**Instructions for the task:**
Please report each line in the material below that includes "Καλλέργη".

**Exercise data:**
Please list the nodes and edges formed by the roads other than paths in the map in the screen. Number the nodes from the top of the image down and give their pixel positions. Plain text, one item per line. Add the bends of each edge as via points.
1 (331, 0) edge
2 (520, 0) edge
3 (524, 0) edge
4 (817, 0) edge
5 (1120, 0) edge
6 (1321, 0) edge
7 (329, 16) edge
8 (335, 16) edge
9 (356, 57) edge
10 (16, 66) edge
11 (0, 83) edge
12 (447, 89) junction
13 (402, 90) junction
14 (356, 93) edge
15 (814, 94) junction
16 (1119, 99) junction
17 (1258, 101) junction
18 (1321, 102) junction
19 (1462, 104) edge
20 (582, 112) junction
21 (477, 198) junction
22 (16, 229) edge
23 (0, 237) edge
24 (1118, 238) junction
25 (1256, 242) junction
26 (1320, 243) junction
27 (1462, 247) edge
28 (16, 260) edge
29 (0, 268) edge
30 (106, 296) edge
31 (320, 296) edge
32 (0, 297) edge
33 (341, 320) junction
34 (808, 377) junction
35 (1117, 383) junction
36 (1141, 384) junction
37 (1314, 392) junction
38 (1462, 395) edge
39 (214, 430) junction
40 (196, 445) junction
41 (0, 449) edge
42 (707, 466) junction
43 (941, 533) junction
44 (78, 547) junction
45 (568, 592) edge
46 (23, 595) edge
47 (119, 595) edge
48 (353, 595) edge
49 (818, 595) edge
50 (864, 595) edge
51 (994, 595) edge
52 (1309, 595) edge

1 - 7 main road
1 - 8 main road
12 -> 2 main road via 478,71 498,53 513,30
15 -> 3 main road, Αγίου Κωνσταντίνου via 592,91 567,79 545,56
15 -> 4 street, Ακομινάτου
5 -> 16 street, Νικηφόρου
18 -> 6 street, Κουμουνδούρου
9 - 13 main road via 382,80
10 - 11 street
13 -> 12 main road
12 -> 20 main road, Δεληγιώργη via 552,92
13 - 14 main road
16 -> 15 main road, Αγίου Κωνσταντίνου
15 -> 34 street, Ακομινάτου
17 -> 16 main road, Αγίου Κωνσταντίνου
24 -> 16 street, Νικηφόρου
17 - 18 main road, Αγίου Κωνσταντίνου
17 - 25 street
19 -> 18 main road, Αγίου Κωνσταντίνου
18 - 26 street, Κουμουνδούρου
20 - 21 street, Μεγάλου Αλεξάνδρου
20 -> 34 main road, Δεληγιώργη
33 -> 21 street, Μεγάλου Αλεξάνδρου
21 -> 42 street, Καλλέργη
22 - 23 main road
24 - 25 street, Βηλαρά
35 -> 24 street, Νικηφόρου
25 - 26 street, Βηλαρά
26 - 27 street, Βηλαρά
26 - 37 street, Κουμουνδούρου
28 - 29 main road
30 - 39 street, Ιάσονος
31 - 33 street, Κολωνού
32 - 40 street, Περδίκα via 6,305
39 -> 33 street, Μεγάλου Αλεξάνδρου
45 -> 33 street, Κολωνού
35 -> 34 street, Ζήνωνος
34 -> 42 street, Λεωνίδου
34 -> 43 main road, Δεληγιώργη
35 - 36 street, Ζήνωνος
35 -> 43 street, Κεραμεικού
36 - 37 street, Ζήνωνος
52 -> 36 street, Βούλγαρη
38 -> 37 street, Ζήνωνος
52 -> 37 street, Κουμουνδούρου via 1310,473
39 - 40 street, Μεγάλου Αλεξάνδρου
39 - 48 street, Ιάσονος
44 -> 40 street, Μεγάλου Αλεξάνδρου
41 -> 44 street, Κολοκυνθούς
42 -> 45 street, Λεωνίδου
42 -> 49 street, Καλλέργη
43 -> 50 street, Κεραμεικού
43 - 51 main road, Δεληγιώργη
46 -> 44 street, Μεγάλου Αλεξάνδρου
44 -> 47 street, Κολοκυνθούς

**Answer to the exercise:**
21 -> 42 street, Καλλέργη
42 -> 49 street, Καλλέργη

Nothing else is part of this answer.